All last week, cars pulled over to the side of the rock-lined Highway 101, stopping just short of the Astoria Megler Bridge to gape at the humpbacks. People stood along the shore or hopped on top of rocks, shading their eyes and watching the distant spouts unfurl like smoke over the water. The humpbacks, recognizable by their grooved throats and the small dorsal fin low on their backs, were impossible to miss. They leaped out of the water. They twirled in place, showing off their long pectoral fins. They’ve been photographed with their enormous heads popping vertically out of the water, a maneuver called “spy hopping.” They’ve been eating, but they’re also taking a look around at a place some of them may have never visited before.
Now that they know what’s here marine biologists say they could return.
Out in the ocean, all is not well. Warm, unproductive water has persisted off the West Coast for more than a year, and this year a big El Nino rolled in. There has been a distinct lack of regular upwelling, a wind-driven phenomenon that essentially churns up the oceanic soup, bringing cold, nutrient-rich water to the surface. The result: The whole marine food chain is subdued and there is less for whales — as well as fish like salmon and tuna — to eat.
“‘El Nino’ means ‘the child,’” said Bruce Mate, director of the Oregon State University Marine Mammal Institute. “I’d call this ‘El Hombre’” — “the Man.”
Blue whales, in particular, seem to be suffering. Their entire diet consists of a small crustacean called krill and recently these whales, the largest animals on the planet, have shown up looking emaciated, according to Mate. He and other marine scientists expect whales to go hungry during El Nino years, but that’s why whales carry so much blubber. These fat reserves see them through the tough times. Or, at least, that’s how it’s worked in the past.
Humpbacks also rely heavily on a diet of krill, but they’re “switch hitters,” Mate said. If krill are scarce, they’ll hunt small fish instead.
This year, some humpbacks searching for food decided to check out the Columbia River.
If you have ever been on a family road trip, there is that moment near the end when everyone is hungry, tired, cranky and losing their minds. You foolishly refused to stop for lunch earlier and now you’re in the middle of nowhere and out of options. So you stop at a weird roadside restaurant. The only one for miles. Who knows what you’re going to get. But, turns out, the tables are clean, the owner is maybe the nicest person alive and the burgers are fantastic. On the next trip, the kids will beg you to stop there. It becomes a tradition.
This is, more or less what could happen with the humpbacks.

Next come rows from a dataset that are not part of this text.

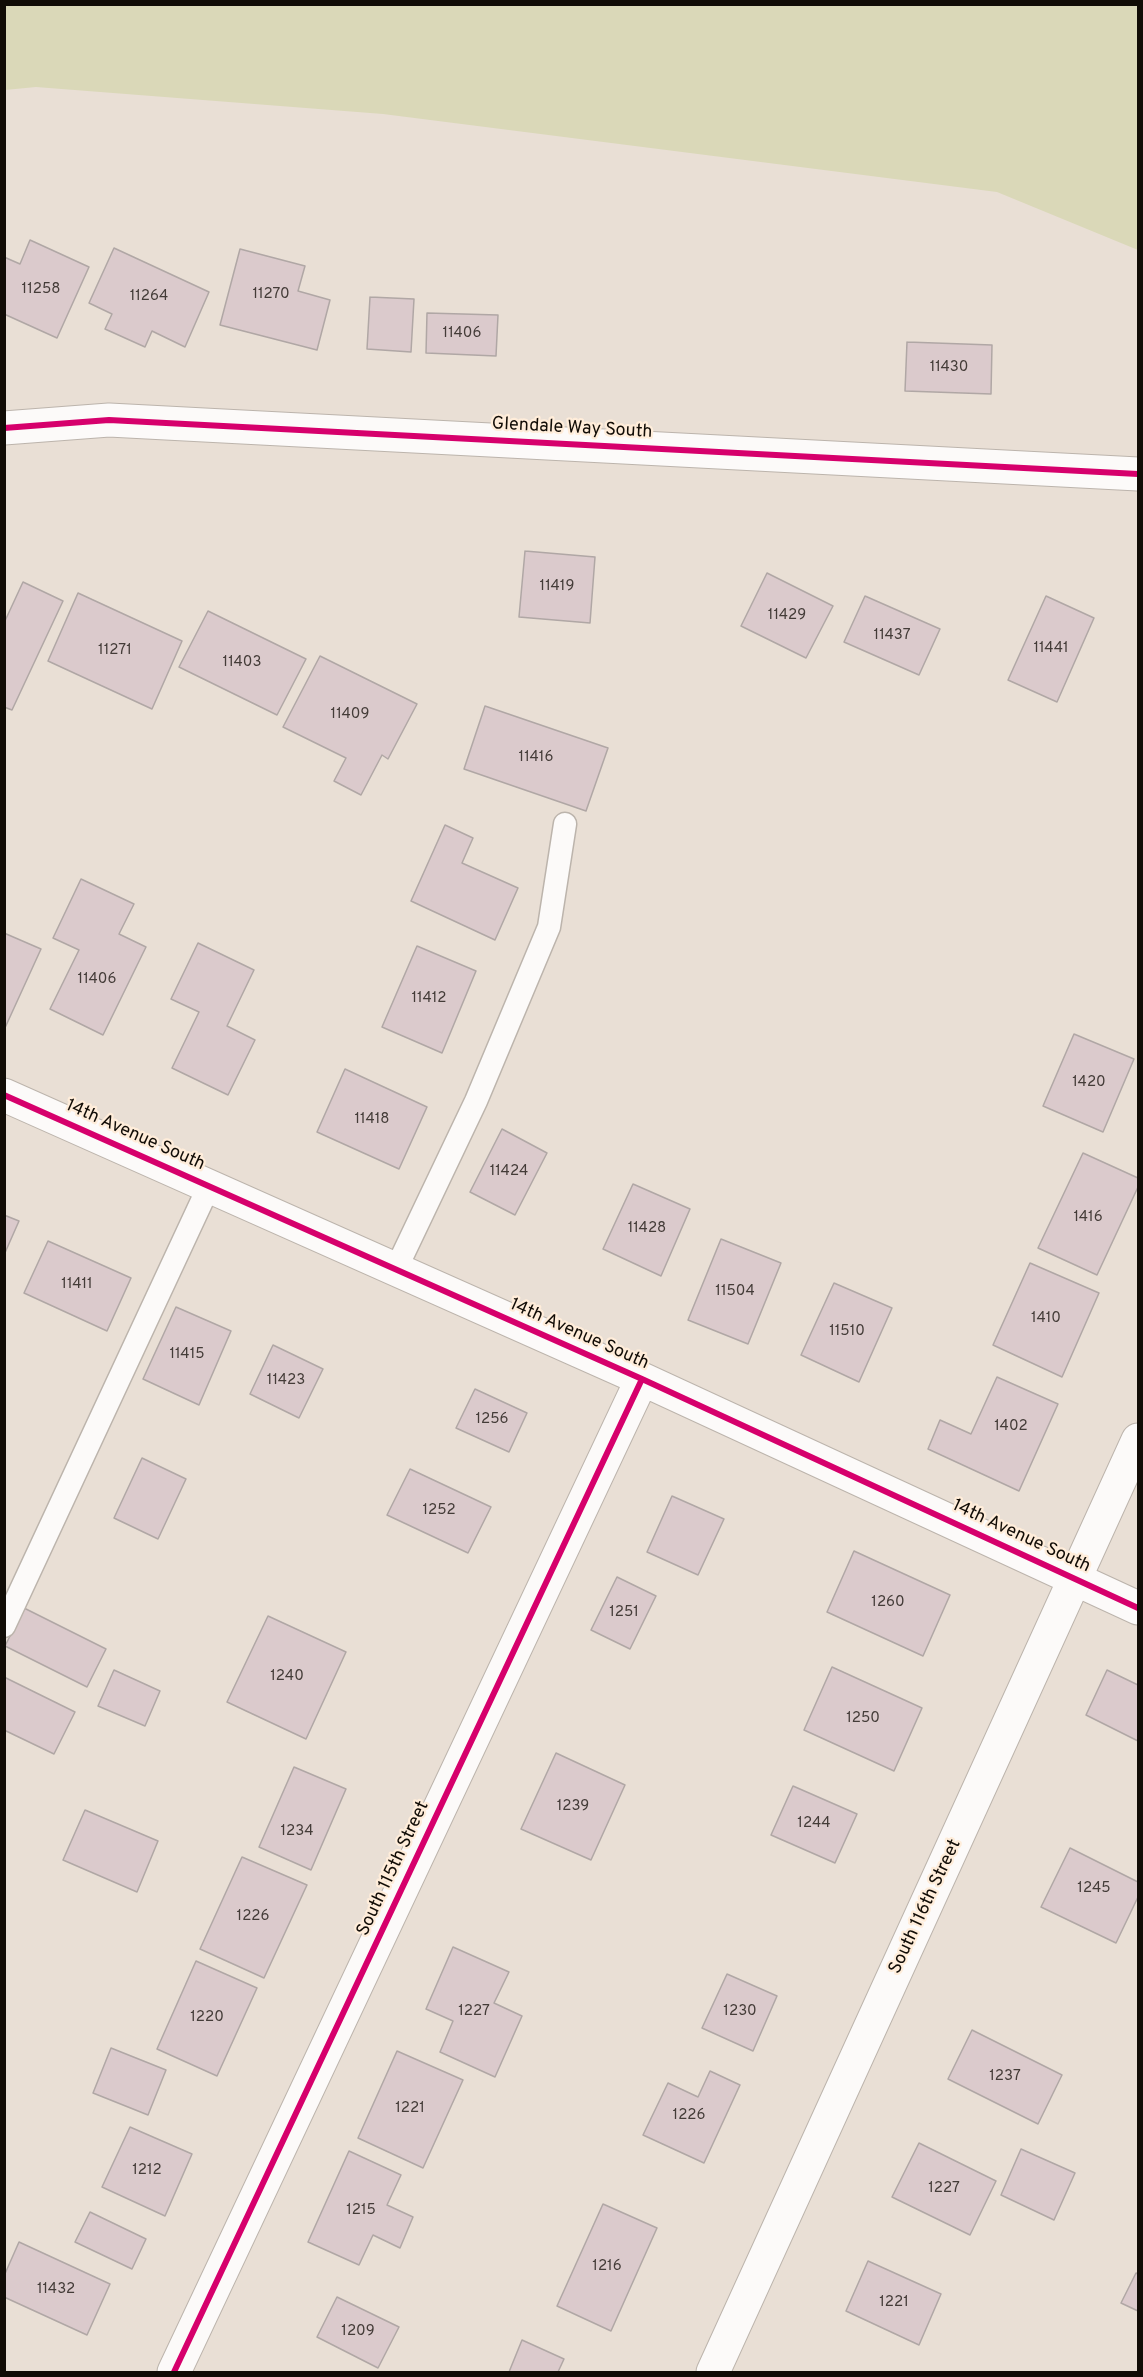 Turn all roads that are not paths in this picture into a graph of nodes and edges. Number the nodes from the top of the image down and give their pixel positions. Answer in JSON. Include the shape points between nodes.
{"nodes":[{"id":1,"x":4,"y":428,"type":"edge"},
{"id":2,"x":1138,"y":474,"type":"edge"},
{"id":3,"x":565,"y":824,"type":"dead end"},
{"id":4,"x":4,"y":1095,"type":"edge"},
{"id":5,"x":209,"y":1186,"type":"junction"},
{"id":6,"x":396,"y":1269,"type":"junction"},
{"id":7,"x":642,"y":1379,"type":"junction"},
{"id":8,"x":1138,"y":1440,"type":"edge"},
{"id":9,"x":1076,"y":1579,"type":"junction"},
{"id":10,"x":1138,"y":1608,"type":"edge"},
{"id":11,"x":4,"y":1626,"type":"edge"},
{"id":12,"x":174,"y":2373,"type":"edge"},
{"id":13,"x":713,"y":2373,"type":"edge"}],
"edges":[{"from":1,"to":2,"type":"street","name":"Glendale Way South","via":[[109,420]]},
{"from":3,"to":6,"type":"lane","via":[[549,927],[476,1101]]},
{"from":4,"to":5,"type":"street","name":"14th Avenue South"},
{"from":5,"to":6,"type":"street","name":"14th Avenue South"},
{"from":5,"to":11,"type":"lane"},
{"from":6,"to":7,"type":"street","name":"14th Avenue South"},
{"from":7,"to":9,"type":"street","name":"14th Avenue South"},
{"from":7,"to":12,"type":"street","name":"South 115th Street"},
{"from":8,"to":9,"type":"street","name":"South 116th Street"},
{"from":9,"to":10,"type":"street","name":"14th Avenue South"},
{"from":9,"to":13,"type":"street","name":"South 116th Street"}]}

For weeks now, it’s been possible to tell when runs of bait fish are passing through the area just by looking for the birds. As fish run up and down the river, thousands of seabirds — cormorants, pelicans, terns and those various types of birds that will always be referred to, indiscriminately, as “sea gulls” — have followed, hovering like clouds of gnats over the surface of the river. Then they drop from the air suddenly, cutting through the water beaks first, wings tucked in close, fishing. The whales have simply joined the party.
“These animals learn their basic patterns of foraging from their mothers,” Mate explained. “When they wean that’s basically what they know. … They inherit her foraging area and then they add to those things from their own experience.”
Now the Columbia River and its fish are part of these whales’ experience.
And, Mate added, “They will tend to remember where they did well when circumstances were bad elsewhere.”